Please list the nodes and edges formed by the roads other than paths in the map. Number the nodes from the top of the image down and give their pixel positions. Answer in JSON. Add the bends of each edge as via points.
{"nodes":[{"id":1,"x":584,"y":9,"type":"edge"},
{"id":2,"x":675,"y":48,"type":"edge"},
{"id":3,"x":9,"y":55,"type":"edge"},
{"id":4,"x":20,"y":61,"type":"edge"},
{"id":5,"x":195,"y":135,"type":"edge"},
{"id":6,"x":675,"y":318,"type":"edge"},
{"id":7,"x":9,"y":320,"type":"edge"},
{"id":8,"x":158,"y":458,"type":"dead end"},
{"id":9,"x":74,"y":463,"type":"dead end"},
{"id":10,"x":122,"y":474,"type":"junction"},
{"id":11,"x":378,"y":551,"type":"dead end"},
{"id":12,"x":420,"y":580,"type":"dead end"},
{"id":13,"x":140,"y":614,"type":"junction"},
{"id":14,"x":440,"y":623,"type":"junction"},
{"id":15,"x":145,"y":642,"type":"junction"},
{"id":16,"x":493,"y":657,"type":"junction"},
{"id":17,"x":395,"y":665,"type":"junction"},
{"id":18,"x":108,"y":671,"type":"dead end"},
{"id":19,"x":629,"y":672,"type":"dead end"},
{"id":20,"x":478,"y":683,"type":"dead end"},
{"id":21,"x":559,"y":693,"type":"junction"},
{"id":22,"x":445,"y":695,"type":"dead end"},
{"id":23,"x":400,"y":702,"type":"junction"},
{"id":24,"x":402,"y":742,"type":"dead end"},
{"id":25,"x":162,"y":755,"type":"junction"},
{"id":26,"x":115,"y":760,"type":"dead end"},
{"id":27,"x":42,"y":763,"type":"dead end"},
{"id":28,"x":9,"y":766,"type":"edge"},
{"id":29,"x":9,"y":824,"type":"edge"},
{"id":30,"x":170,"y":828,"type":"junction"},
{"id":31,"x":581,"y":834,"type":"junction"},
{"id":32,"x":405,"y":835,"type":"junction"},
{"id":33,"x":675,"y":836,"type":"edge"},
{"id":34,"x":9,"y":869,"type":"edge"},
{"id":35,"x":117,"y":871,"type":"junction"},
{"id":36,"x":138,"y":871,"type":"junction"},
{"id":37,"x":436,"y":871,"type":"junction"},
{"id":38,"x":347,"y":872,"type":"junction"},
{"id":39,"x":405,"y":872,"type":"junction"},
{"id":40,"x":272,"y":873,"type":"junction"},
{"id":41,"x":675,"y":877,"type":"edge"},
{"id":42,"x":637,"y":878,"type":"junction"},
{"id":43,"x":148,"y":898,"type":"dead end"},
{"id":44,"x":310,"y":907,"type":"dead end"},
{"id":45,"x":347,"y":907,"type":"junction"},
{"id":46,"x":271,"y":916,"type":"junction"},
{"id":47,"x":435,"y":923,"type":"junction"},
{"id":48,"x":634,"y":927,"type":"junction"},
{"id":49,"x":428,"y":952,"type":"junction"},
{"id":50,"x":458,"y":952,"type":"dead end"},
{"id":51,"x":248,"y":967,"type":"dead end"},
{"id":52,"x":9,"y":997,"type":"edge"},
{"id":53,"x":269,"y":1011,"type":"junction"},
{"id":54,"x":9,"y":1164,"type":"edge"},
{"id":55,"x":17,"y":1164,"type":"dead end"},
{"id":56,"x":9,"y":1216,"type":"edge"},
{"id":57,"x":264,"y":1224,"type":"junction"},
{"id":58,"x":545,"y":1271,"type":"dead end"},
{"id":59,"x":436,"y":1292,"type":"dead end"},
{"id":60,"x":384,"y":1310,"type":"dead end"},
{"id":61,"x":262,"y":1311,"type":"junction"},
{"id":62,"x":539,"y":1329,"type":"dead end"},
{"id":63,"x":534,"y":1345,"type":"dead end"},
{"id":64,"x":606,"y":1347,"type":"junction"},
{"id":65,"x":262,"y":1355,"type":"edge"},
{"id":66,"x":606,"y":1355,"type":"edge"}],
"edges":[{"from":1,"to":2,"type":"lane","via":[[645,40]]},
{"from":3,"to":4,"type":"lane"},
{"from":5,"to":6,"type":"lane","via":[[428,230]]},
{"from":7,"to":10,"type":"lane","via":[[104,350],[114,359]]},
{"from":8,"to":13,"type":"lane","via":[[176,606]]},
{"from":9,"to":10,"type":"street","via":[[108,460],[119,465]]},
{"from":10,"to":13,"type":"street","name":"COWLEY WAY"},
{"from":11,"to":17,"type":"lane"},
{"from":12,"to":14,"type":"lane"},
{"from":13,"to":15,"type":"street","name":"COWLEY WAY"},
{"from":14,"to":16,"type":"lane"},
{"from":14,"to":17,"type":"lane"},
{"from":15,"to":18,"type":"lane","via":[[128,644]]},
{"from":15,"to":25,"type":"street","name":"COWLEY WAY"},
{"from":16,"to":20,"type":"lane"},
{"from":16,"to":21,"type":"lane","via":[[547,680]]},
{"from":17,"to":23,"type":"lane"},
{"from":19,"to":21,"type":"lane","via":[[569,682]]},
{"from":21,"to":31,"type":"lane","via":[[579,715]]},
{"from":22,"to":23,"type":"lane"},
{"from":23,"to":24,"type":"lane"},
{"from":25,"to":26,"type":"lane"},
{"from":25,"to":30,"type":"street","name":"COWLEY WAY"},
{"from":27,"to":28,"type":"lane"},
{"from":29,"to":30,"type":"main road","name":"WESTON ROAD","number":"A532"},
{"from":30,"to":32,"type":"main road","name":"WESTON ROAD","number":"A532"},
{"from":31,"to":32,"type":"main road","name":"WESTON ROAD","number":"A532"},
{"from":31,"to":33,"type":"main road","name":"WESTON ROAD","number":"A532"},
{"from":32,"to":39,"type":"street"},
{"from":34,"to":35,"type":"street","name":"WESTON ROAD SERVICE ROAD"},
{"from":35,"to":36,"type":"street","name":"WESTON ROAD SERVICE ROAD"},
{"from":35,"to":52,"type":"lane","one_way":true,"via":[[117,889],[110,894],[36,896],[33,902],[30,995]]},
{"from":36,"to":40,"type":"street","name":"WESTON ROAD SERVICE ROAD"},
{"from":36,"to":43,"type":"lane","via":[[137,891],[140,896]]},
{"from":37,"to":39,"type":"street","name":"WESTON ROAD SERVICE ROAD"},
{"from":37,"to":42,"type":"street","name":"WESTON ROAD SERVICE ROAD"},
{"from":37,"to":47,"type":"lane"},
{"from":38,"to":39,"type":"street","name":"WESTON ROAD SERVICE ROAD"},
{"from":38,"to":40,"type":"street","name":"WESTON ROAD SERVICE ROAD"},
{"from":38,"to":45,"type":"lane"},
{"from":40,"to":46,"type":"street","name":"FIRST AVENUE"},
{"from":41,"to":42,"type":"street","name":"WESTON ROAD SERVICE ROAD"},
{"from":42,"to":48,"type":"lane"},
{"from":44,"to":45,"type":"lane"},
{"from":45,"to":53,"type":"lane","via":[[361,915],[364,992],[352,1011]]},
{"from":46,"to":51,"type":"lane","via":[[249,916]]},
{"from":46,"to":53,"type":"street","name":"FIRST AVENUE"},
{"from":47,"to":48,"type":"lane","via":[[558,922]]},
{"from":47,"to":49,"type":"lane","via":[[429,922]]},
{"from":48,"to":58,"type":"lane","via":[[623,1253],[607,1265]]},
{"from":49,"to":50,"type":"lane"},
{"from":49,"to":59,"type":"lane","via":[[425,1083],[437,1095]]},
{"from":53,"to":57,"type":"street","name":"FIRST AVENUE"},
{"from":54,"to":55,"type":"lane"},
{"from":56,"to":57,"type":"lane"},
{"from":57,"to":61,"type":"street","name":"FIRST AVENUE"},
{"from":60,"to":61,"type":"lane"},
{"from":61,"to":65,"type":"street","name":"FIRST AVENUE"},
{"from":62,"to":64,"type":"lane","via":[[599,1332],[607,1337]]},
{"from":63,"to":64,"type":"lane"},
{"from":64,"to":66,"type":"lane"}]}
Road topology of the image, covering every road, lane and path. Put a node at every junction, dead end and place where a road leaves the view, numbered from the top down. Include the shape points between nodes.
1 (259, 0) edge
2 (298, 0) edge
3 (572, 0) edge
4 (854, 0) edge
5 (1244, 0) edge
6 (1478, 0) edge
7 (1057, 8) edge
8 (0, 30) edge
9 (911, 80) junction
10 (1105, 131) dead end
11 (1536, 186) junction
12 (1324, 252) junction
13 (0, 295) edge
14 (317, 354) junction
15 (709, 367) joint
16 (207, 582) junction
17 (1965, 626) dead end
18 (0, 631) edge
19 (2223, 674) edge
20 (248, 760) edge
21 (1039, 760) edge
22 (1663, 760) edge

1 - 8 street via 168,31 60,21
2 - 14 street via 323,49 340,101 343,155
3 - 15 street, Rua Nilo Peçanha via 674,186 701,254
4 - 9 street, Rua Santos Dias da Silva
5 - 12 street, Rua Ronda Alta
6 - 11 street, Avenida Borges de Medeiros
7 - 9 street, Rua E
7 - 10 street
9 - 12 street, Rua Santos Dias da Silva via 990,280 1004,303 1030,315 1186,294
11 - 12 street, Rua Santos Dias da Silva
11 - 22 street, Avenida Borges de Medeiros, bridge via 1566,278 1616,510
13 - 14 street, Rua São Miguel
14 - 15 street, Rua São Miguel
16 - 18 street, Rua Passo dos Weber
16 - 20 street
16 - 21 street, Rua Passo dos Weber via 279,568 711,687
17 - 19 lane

◆ ◆ ◆ ◆

> Task: The reply must be a number and nothing more: the count of lines above that contain the word "Miguel".

> The answer: 2